*TASK DIRECTIONS:* Show every line of the data below that includes the word "Write".

PROVIDED DATA Block Start

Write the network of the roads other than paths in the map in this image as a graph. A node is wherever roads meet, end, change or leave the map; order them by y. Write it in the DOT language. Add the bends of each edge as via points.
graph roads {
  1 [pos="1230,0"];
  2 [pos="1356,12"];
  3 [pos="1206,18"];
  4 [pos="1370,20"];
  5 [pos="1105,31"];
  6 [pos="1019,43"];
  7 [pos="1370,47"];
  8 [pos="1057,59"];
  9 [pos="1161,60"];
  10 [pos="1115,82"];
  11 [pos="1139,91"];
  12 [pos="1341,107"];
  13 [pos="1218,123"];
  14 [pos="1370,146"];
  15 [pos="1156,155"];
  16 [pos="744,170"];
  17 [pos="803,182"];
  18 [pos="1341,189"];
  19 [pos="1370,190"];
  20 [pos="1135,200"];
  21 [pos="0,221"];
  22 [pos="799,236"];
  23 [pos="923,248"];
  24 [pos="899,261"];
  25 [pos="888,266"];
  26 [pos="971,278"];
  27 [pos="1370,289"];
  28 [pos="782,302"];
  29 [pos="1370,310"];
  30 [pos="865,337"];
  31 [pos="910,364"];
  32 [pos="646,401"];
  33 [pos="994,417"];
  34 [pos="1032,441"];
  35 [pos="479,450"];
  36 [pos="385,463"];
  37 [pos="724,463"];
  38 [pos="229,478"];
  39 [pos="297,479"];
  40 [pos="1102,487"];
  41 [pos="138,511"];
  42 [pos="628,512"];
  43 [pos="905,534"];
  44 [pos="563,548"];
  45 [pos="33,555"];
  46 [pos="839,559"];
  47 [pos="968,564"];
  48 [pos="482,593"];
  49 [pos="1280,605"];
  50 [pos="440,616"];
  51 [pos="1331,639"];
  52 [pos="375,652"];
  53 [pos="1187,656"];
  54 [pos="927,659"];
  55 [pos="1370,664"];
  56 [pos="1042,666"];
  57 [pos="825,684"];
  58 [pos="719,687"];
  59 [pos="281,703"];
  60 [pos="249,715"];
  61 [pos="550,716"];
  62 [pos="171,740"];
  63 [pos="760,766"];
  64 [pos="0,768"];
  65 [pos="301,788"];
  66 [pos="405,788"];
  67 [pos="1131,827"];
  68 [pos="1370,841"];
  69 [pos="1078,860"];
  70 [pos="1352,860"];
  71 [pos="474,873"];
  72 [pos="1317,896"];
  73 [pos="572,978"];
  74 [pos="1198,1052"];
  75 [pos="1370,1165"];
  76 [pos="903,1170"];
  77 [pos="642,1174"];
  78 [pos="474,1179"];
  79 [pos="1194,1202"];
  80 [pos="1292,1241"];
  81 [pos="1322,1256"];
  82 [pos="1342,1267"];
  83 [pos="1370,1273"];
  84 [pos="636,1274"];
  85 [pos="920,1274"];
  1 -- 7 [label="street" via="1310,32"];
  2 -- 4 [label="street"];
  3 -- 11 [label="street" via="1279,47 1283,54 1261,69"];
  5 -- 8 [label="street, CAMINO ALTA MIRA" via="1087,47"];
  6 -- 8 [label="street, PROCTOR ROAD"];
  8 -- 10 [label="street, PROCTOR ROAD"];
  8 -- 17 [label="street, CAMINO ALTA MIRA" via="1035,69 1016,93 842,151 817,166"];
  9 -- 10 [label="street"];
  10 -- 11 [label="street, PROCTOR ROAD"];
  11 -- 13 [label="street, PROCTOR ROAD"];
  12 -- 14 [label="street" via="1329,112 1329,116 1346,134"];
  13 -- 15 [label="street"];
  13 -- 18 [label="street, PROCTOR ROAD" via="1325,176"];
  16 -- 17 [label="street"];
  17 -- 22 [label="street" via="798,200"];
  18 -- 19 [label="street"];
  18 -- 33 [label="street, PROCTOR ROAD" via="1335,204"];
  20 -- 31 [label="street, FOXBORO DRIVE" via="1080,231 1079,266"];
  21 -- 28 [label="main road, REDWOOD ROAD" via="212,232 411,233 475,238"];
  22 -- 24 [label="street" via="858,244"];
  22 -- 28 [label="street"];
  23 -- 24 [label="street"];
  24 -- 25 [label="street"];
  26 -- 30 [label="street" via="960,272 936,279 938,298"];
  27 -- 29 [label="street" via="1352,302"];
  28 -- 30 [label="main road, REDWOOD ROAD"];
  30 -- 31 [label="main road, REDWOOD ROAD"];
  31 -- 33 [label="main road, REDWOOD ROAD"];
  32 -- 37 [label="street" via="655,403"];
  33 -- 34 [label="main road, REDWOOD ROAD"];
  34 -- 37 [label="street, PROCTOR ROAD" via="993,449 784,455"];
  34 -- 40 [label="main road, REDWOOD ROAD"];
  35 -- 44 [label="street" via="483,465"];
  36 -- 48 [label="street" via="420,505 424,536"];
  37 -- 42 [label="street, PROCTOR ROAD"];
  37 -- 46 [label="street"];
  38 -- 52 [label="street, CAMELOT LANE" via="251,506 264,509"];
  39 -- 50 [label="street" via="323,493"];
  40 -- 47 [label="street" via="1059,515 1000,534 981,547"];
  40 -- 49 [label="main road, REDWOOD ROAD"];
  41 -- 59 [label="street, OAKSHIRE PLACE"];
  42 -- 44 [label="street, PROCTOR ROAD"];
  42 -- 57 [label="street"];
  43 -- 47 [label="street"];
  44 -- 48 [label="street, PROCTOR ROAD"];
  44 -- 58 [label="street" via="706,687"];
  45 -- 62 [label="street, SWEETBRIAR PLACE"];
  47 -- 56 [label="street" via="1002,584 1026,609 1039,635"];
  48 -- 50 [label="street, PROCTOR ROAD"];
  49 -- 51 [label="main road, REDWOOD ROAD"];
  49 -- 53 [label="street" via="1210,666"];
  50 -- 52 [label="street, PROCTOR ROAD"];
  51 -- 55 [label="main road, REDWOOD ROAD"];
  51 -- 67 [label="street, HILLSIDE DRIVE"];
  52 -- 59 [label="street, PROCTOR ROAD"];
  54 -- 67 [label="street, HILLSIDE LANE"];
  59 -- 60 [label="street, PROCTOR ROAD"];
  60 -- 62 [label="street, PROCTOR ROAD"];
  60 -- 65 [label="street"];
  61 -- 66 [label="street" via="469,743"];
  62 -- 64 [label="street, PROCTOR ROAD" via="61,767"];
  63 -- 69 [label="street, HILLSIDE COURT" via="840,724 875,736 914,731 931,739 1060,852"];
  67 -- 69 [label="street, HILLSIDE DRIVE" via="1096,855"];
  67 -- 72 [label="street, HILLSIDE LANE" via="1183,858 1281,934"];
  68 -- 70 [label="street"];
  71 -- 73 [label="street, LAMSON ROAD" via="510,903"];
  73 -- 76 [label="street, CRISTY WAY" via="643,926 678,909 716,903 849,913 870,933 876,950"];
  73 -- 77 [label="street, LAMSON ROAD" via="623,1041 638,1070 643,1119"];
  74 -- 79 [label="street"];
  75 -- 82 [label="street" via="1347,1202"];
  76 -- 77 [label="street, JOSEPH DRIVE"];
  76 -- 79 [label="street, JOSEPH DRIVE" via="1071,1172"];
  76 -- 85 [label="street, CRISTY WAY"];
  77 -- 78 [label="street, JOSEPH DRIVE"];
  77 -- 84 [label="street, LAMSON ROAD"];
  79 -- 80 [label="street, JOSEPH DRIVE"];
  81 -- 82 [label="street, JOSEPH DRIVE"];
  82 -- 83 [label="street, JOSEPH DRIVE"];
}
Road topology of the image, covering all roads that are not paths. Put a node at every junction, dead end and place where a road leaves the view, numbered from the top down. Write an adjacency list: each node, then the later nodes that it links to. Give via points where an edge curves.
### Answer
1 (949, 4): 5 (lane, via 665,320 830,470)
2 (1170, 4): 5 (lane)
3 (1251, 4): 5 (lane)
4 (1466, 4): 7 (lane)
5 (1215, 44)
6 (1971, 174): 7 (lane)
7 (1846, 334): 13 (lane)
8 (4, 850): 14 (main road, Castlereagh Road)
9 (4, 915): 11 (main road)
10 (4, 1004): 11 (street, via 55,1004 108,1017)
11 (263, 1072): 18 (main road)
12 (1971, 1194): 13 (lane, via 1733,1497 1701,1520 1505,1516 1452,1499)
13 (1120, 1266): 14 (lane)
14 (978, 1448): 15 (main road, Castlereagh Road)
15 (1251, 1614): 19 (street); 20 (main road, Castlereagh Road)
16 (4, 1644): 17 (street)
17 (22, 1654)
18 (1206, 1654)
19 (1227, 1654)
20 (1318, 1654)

PROVIDED DATA Block End

*WRITTEN SOLUTION:*
Write the network of the roads other than paths in the map in this image as a graph. A node is wherever roads meet, end, change or leave the map; order them by y. Write it in the DOT language. Add the bends of each edge as via points.
Road topology of the image, covering all roads that are not paths. Put a node at every junction, dead end and place where a road leaves the view, numbered from the top down. Write an adjacency list: each node, then the later nodes that it links to. Give via points where an edge curves.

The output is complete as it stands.